C. microps has the following characteristics :
- absence of plates (external flattened armoured structures) on the ventral region
- absence of plates on the edge of the catfish snout
- presence of interopercular odontodes (barbs behind the gill covers), a characteristic shared with another species - C. platyrhynchus
- absence of fleshy tentacles on the snout, differentiating this genus from Ancistrus spp.

C. microps has a few sexually dimorphic characteristics, namely the head of females is smaller and narrower than that of males, while broader ventrally; in addition, the pelvic fins of the male are much larger, evidently so that, when inverted over a cluster of fish-eggs, they can protect sperm from being carried away in the current and thus aid fertilisation. The fish is 8.9 cm long.

==Natural history==

C. microps, which has previously been recorded in rivers originating from the Andes mountains, clings to rocks. The fish are primarily algae-feeders.

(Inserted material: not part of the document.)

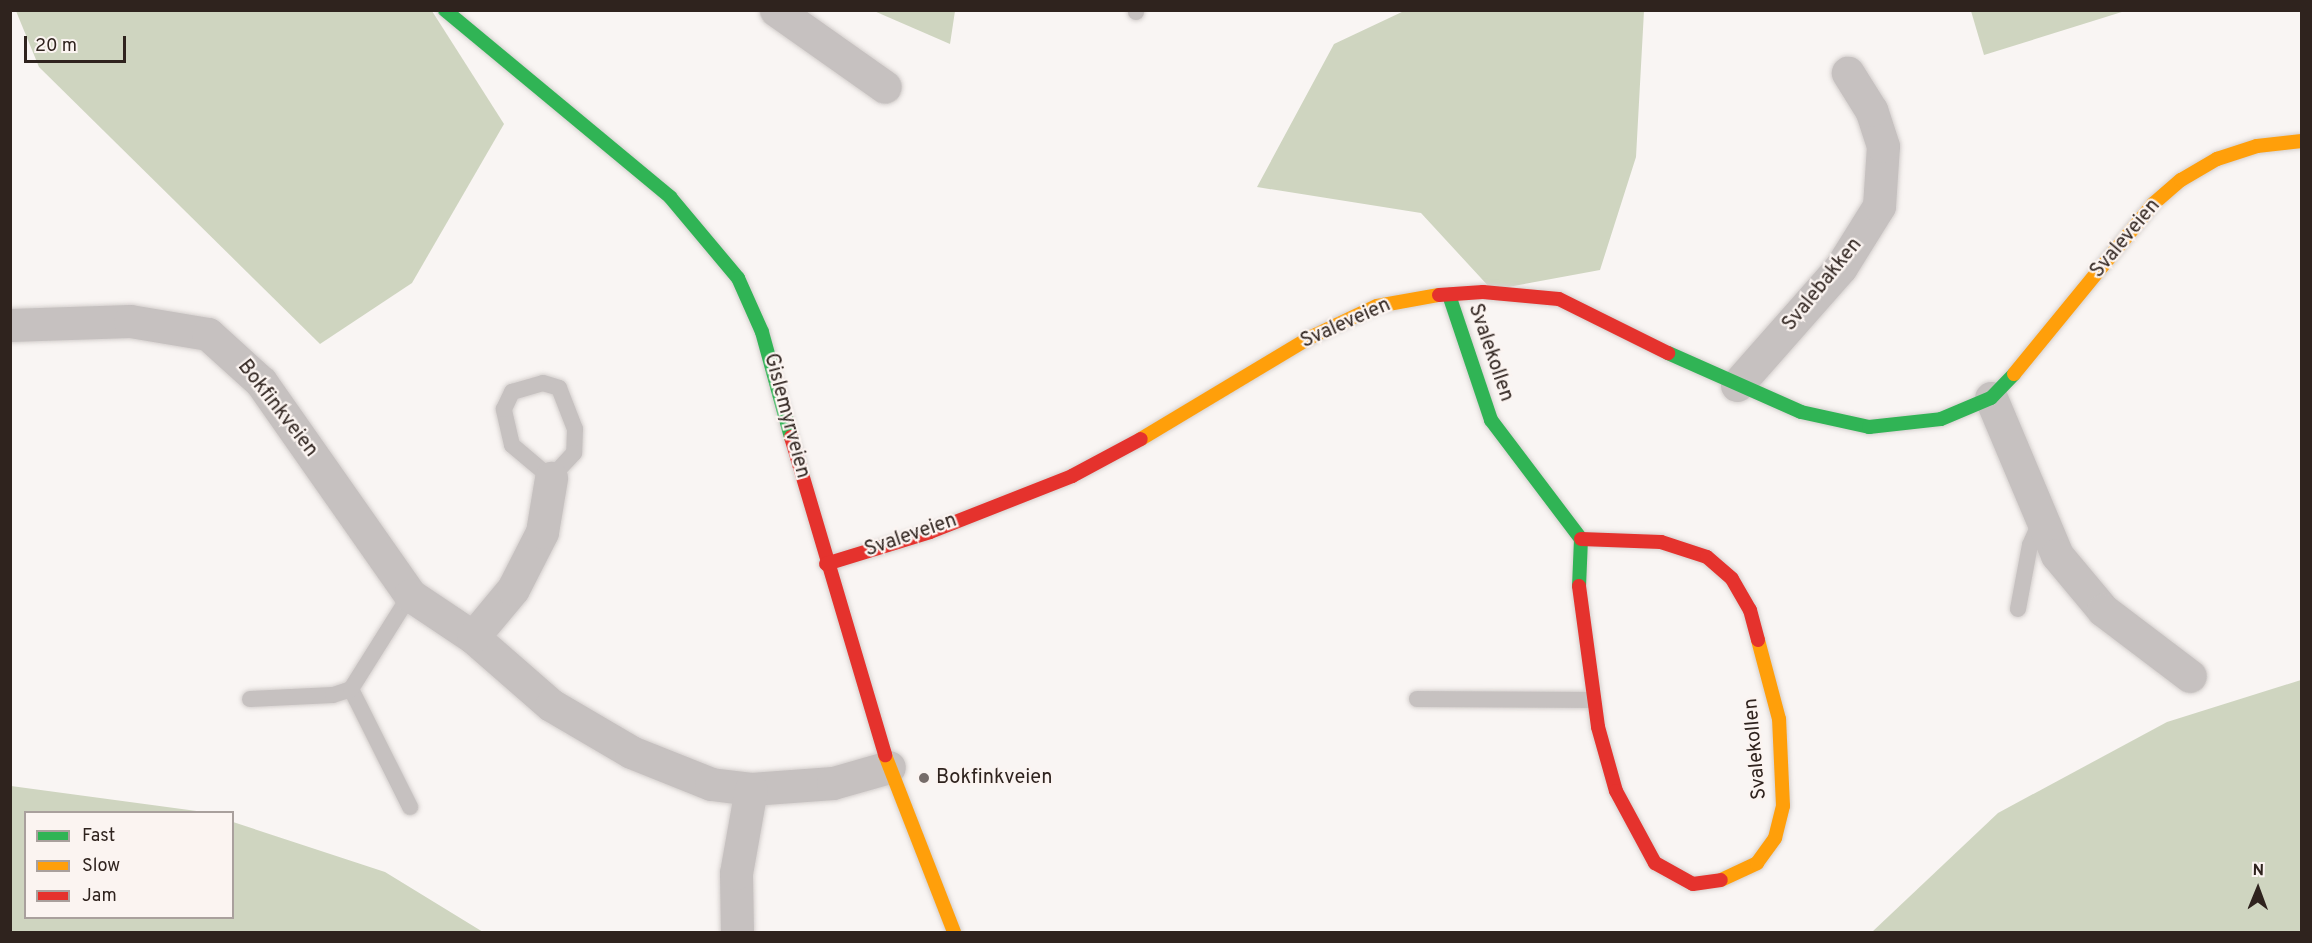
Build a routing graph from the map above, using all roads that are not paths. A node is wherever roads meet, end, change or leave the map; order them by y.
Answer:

Recently, the fish was recorded underground from limestone caves containing streams, near Tena, Napo Province, Ecuador. The fish was observed and filmed climbing the cave wall reaching up to 10 ft above the water level.

Climbing fish are known in epigean astroblepids and loricariids. A fish that climbs waterfalls and rapids, Cryptotora thamicola, has been recorded from Thailand.

C. microps is unique in that this fish can "shimmy up cave walls where water streamed down from tiny underground tributaries". The fish is able to crawl up walls, having an angle of up to 75°, where a thin film of flowing water occurs, with the help of morphological modifications to the mouth, fins and skin. It has been surmised that this species has begun evolving for a life underground.